Phase field analysis of crack tip parameters in ferroelectric polycrystals under large-scale switching

Abstract

The determination of fracture parameters at cracks in ferroelectrics under large-scale domain switching is still a great challenge. In order to evaluate the crack-tip mechanical and electrical field intensity factors, the interaction integral (I-integral) technique is further developed to cope with the heterogeneous microstructures based on the polarization distribution and crack tip fields from phase field simulations. The enhanced I-integral exhibits several merits over previous techniques for determining the crack-tip intensity factors. First, small-scale switching assumption is unnecessary. Second, the intensity factors of different modes are decoupled. Third, it is independent of integration area size, regardless of the presence of grain boundaries and domain walls. These advantages ensure the successful application of the enhanced I-integral to study toughening effects in ferroelectric polycrystals due to large-scale domain switching. Using this approach, a tensile test of PbTiO3 ferroelectric polycrystals with an impermeable crack is simulated.

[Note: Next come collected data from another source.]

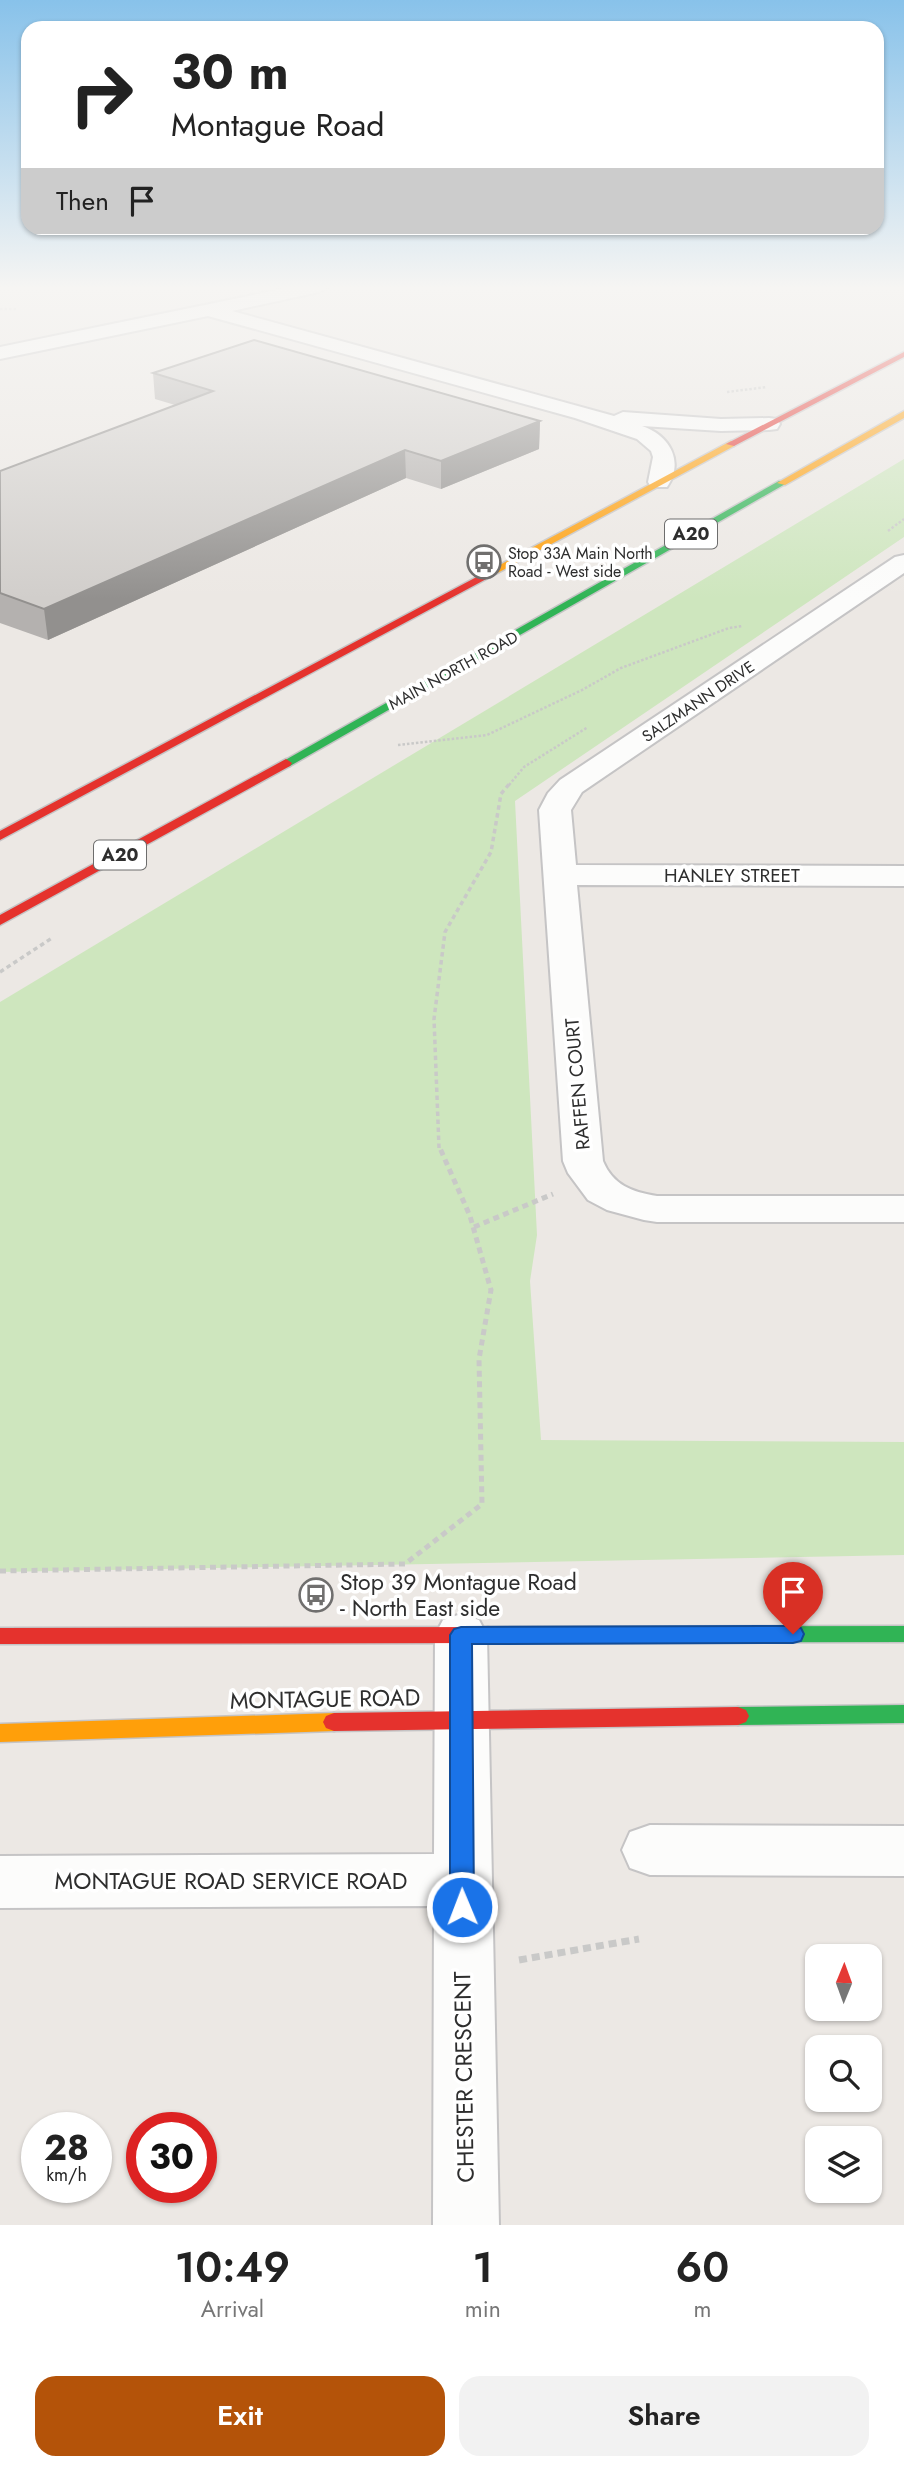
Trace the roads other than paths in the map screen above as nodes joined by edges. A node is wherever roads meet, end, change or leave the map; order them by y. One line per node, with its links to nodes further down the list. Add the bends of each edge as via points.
1 (502, 391): 3 (street)
2 (833, 391): 5 (main road)
3 (583, 413): 5 (street, via 694,424); 6 (street, via 654,440 664,457)
4 (904, 414): 11 (main road, MAIN NORTH ROAD / A20, via 480,656)
5 (769, 424): 6 (main road)
6 (659, 482): 8 (main road)
7 (904, 562): 9 (street, SALZMANN DRIVE, via 563,793 555,810)
8 (0, 836)
9 (560, 875): 10 (street, HANLEY STREET); 12 (street, RAFFEN COURT, via 583,1161 589,1180 605,1195 657,1209)
10 (904, 876)
11 (0, 921)
12 (904, 1209)
13 (904, 1634): 14 (main road)
14 (461, 1635): 15 (main road); 17 (street, CHESTER CRESCENT)
15 (0, 1636)
16 (904, 1714): 17 (main road, MONTAGUE ROAD)
17 (460, 1719): 18 (main road, MONTAGUE ROAD); 21 (street, CHESTER CRESCENT)
18 (0, 1733)
19 (650, 1850): 20 (street)
20 (904, 1851)
21 (462, 1880): 22 (street, MONTAGUE ROAD SERVICE ROAD); 23 (street, CHESTER CRESCENT)
22 (0, 1882)
23 (466, 2225)

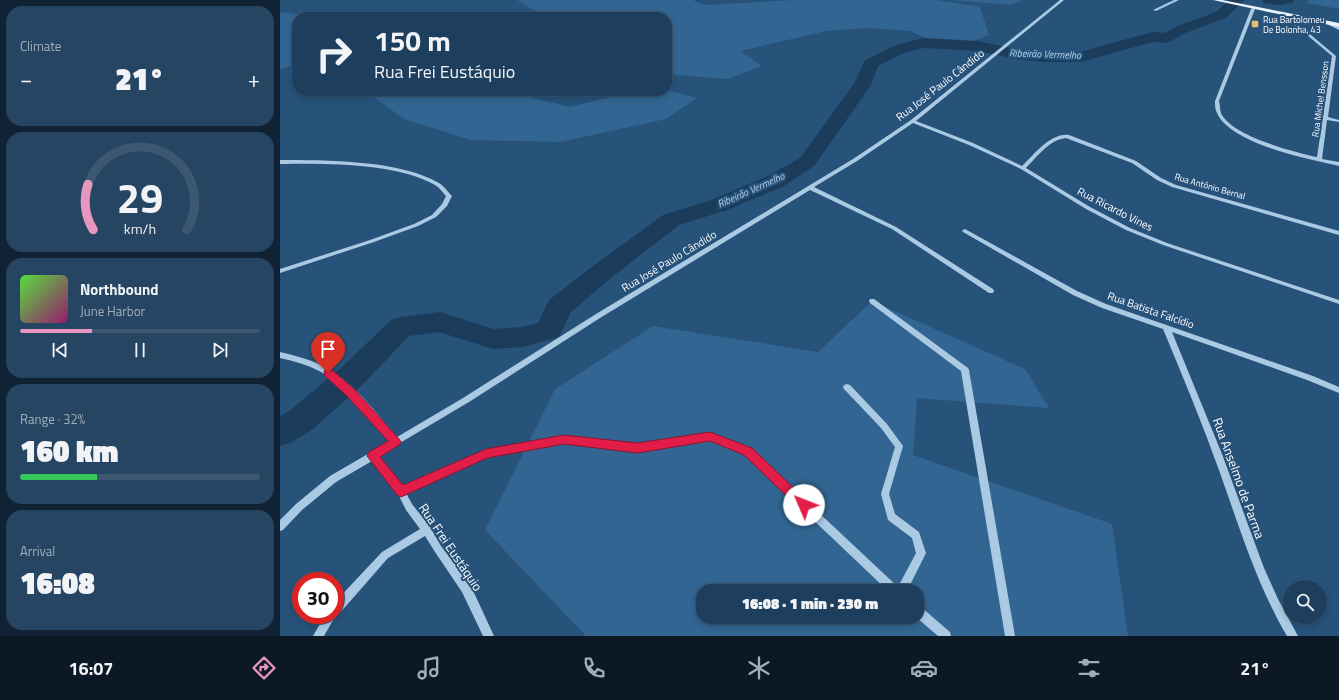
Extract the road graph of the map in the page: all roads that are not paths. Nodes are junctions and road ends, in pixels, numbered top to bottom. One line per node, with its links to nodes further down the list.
1 (1062, 0): 11 (street, Rua José Paulo Cândido)
2 (1177, 0): 5 (street)
3 (1215, 0): 4 (main road)
4 (1253, 9): 6 (main road); 13 (street)
5 (1155, 10)
6 (1285, 15): 7 (main road); 10 (street, Rua Michel Bensson)
7 (1330, 24): 8 (main road); 9 (street)
8 (1339, 25)
9 (1339, 29)
10 (1326, 118): 12 (street); 13 (street, Rua Michel Bensson)
11 (913, 121): 16 (street, Rua Ricardo Vines); 17 (street, Rua José Paulo Cândido)
12 (1339, 121)
13 (1319, 160): 15 (street)
14 (280, 162): 20 (street)
15 (1339, 164)
16 (1024, 168): 19 (street, Rua Antônio Bernal); 23 (street, Rua Ricardo Vines)
17 (811, 188): 21 (street); 28 (street, Rua José Paulo Cândido)
18 (966, 231): 24 (street, Rua Batista Falcídio)
19 (1339, 233)
20 (280, 271)
21 (991, 291)
22 (872, 301): 41 (street)
23 (1339, 302)
24 (1166, 327): 27 (street, Rua Batista Falcídio); 42 (street, Rua Anselmo de Parma)
25 (280, 355): 28 (street)
26 (847, 388): 34 (street)
27 (1339, 390)
28 (396, 442): 29 (street, Rua José Paulo Cândido)
29 (373, 456): 30 (street, Rua Frei Eustáquio); 31 (street, Rua José Paulo Cândido)
30 (401, 492): 32 (street, Rua Frei Eustáquio); 33 (street)
31 (280, 527)
32 (427, 530): 35 (street); 39 (street, Rua Frei Eustáquio)
33 (888, 584)
34 (906, 584)
35 (344, 600)
36 (924, 617): 40 (street)
37 (326, 624): 38 (street)
38 (318, 636)
39 (489, 636)
40 (946, 636)
41 (1010, 636)
42 (1293, 636)

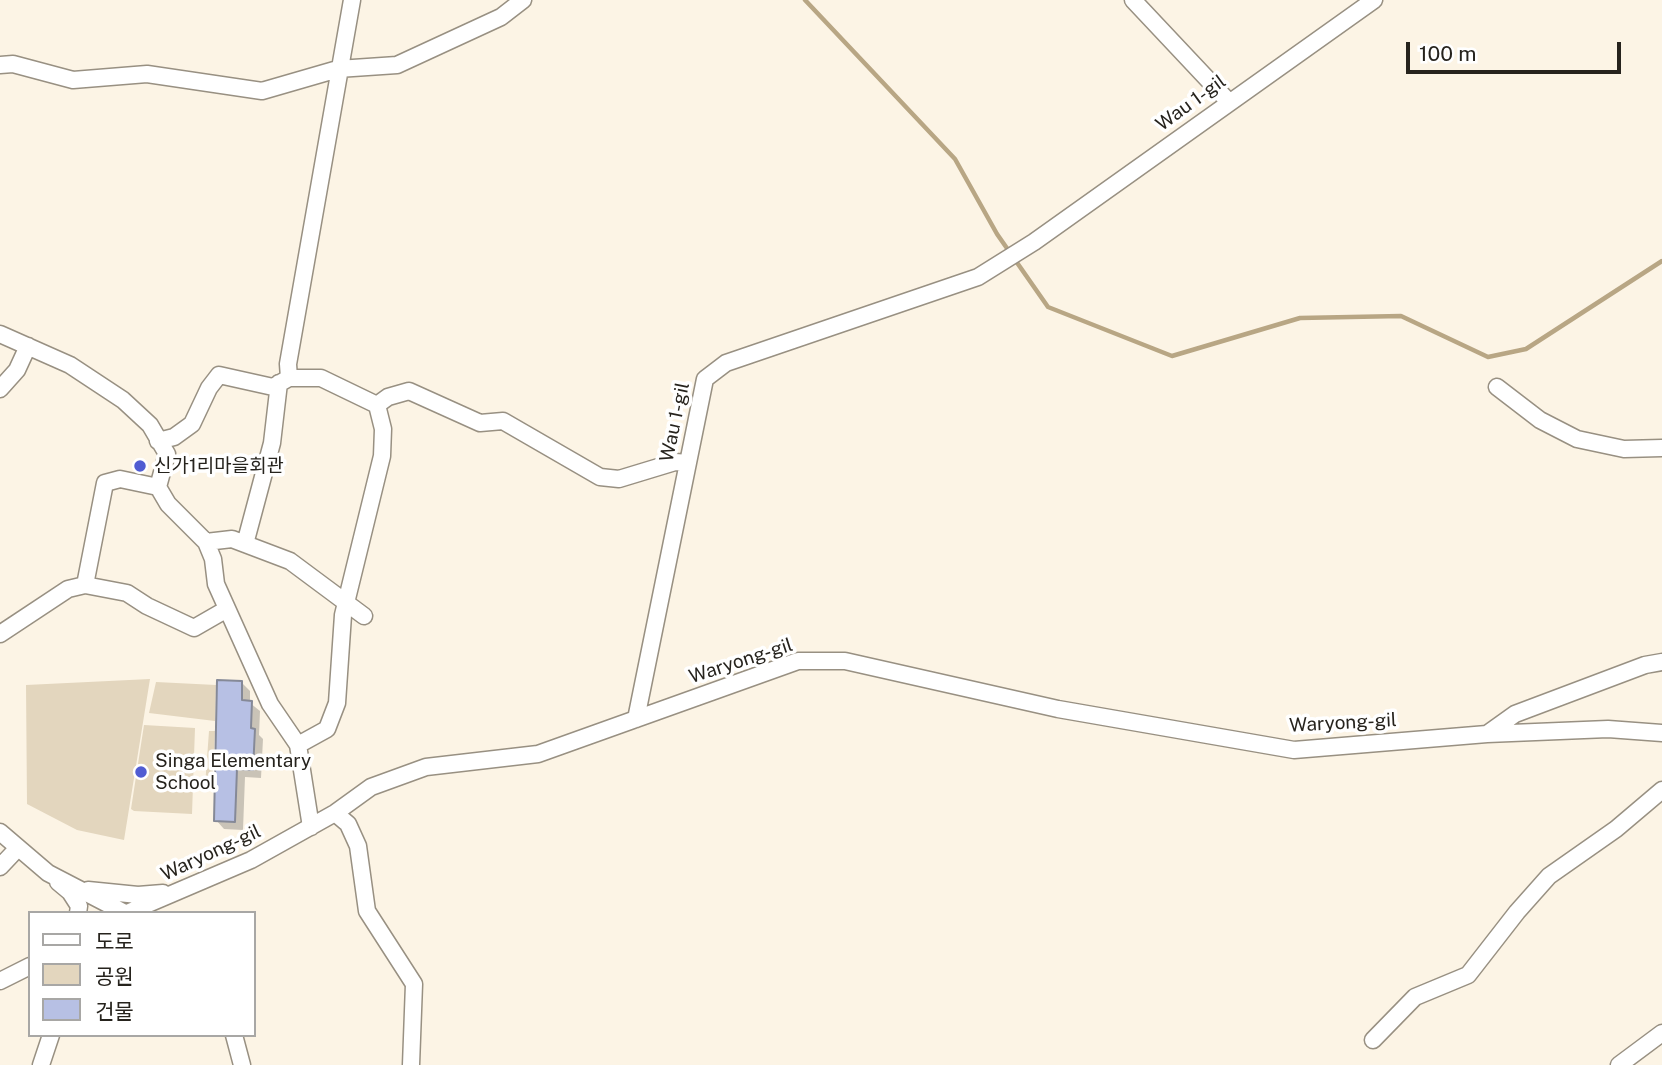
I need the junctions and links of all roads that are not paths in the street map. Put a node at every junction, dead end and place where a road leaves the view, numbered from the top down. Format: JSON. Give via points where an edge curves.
{"nodes":[{"id":1,"x":352,"y":0,"type":"edge"},
{"id":2,"x":523,"y":0,"type":"edge"},
{"id":3,"x":1133,"y":0,"type":"edge"},
{"id":4,"x":1374,"y":0,"type":"edge"},
{"id":5,"x":0,"y":65,"type":"edge"},
{"id":6,"x":338,"y":69,"type":"junction"},
{"id":7,"x":1229,"y":102,"type":"junction"},
{"id":8,"x":0,"y":334,"type":"edge"},
{"id":9,"x":28,"y":346,"type":"junction"},
{"id":10,"x":284,"y":380,"type":"junction"},
{"id":11,"x":1497,"y":387,"type":"dead end"},
{"id":12,"x":0,"y":389,"type":"edge"},
{"id":13,"x":377,"y":405,"type":"junction"},
{"id":14,"x":158,"y":441,"type":"junction"},
{"id":15,"x":1662,"y":448,"type":"edge"},
{"id":16,"x":688,"y":463,"type":"junction"},
{"id":17,"x":158,"y":487,"type":"junction"},
{"id":18,"x":206,"y":542,"type":"junction"},
{"id":19,"x":245,"y":544,"type":"junction"},
{"id":20,"x":85,"y":585,"type":"junction"},
{"id":21,"x":345,"y":601,"type":"junction"},
{"id":22,"x":227,"y":609,"type":"junction"},
{"id":23,"x":363,"y":616,"type":"dead end"},
{"id":24,"x":0,"y":634,"type":"edge"},
{"id":25,"x":1662,"y":662,"type":"edge"},
{"id":26,"x":636,"y":719,"type":"junction"},
{"id":27,"x":1662,"y":733,"type":"edge"},
{"id":28,"x":1487,"y":734,"type":"junction"},
{"id":29,"x":298,"y":745,"type":"junction"},
{"id":30,"x":1662,"y":790,"type":"edge"},
{"id":31,"x":335,"y":813,"type":"junction"},
{"id":32,"x":311,"y":827,"type":"junction"},
{"id":33,"x":0,"y":832,"type":"edge"},
{"id":34,"x":18,"y":849,"type":"junction"},
{"id":35,"x":0,"y":867,"type":"edge"},
{"id":36,"x":48,"y":873,"type":"junction"},
{"id":37,"x":84,"y":890,"type":"junction"},
{"id":38,"x":174,"y":893,"type":"junction"},
{"id":39,"x":78,"y":911,"type":"edge"},
{"id":40,"x":122,"y":911,"type":"edge"},
{"id":41,"x":131,"y":911,"type":"edge"},
{"id":42,"x":156,"y":911,"type":"edge"},
{"id":43,"x":28,"y":967,"type":"edge"},
{"id":44,"x":0,"y":981,"type":"edge"},
{"id":45,"x":1662,"y":1033,"type":"edge"},
{"id":46,"x":50,"y":1037,"type":"edge"},
{"id":47,"x":235,"y":1037,"type":"edge"},
{"id":48,"x":1373,"y":1040,"type":"dead end"},
{"id":49,"x":41,"y":1065,"type":"edge"},
{"id":50,"x":242,"y":1065,"type":"edge"},
{"id":51,"x":411,"y":1065,"type":"edge"},
{"id":52,"x":1619,"y":1065,"type":"edge"}],
"edges":[{"from":1,"to":6,"type":"street"},
{"from":2,"to":6,"type":"street","via":[[501,18],[397,65]]},
{"from":3,"to":7,"type":"street"},
{"from":4,"to":7,"type":"street","name":"Wau 1-gil"},
{"from":5,"to":6,"type":"street","via":[[73,79],[147,74],[262,92]]},
{"from":6,"to":10,"type":"street"},
{"from":7,"to":16,"type":"street","name":"Wau 1-gil","via":[[978,277],[726,363],[705,379]]},
{"from":8,"to":9,"type":"street"},
{"from":9,"to":12,"type":"street","via":[[17,370]]},
{"from":9,"to":14,"type":"street","via":[[69,365],[122,400],[150,425]]},
{"from":10,"to":13,"type":"street","via":[[321,378]]},
{"from":10,"to":14,"type":"street","via":[[273,387],[219,375],[192,424],[174,437]]},
{"from":10,"to":19,"type":"street"},
{"from":11,"to":15,"type":"street","via":[[1539,419],[1577,439],[1624,449]]},
{"from":13,"to":16,"type":"street","via":[[409,391],[480,423],[503,421],[600,477],[619,479],[675,462]]},
{"from":13,"to":21,"type":"street","via":[[383,429],[382,456]]},
{"from":14,"to":17,"type":"street","via":[[167,454]]},
{"from":16,"to":26,"type":"street","name":"Wau 1-gil"},
{"from":17,"to":18,"type":"street","via":[[168,504]]},
{"from":17,"to":20,"type":"street","via":[[120,479],[106,483]]},
{"from":18,"to":19,"type":"street"},
{"from":18,"to":22,"type":"street"},
{"from":19,"to":21,"type":"street","via":[[290,561]]},
{"from":20,"to":22,"type":"street","via":[[127,593],[194,628]]},
{"from":20,"to":24,"type":"street","via":[[68,589]]},
{"from":21,"to":23,"type":"street"},
{"from":21,"to":29,"type":"street","via":[[333,717],[327,729]]},
{"from":22,"to":29,"type":"street","via":[[270,704]]},
{"from":25,"to":28,"type":"street","via":[[1515,714]]},
{"from":26,"to":28,"type":"street","name":"Waryong-gil","via":[[798,662],[845,660],[1058,709],[1294,750]]},
{"from":26,"to":31,"type":"street","name":"Waryong-gil","via":[[538,754],[426,766],[371,787]]},
{"from":27,"to":28,"type":"street","name":"Waryong-gil","via":[[1608,729]]},
{"from":29,"to":32,"type":"street"},
{"from":30,"to":48,"type":"street","via":[[1549,876],[1468,975],[1415,997]]},
{"from":31,"to":32,"type":"street","name":"Waryong-gil"},
{"from":31,"to":51,"type":"street","via":[[348,824],[358,846],[367,911],[414,984]]},
{"from":32,"to":38,"type":"street","name":"Waryong-gil","via":[[251,860]]},
{"from":33,"to":34,"type":"street","name":"Waryong-gil"},
{"from":34,"to":35,"type":"street"},
{"from":34,"to":36,"type":"street","name":"Waryong-gil"},
{"from":36,"to":37,"type":"street","name":"Waryong-gil"},
{"from":36,"to":39,"type":"street","via":[[70,892]]},
{"from":37,"to":38,"type":"street"},
{"from":37,"to":40,"type":"street","name":"Waryong-gil"},
{"from":38,"to":41,"type":"street","name":"Waryong-gil"},
{"from":38,"to":42,"type":"street"},
{"from":43,"to":44,"type":"street"},
{"from":45,"to":52,"type":"street"},
{"from":46,"to":49,"type":"street"},
{"from":47,"to":50,"type":"street"}]}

Simulations show that domain switching initiates not only from the crack tip but also from the grain boundaries due to high polarization gradient and stress concentration. Large-scale switching triggered by a critical load reduces the crack-tip stress intensity factors anomalously. In comparison to single crystals, the critical load for polycrystals is lower and even vanishes due to grain orientations. The results also demonstrate that the I-integral method possesses satisfactory accuracy and good area-independence for grain boundaries and domain walls.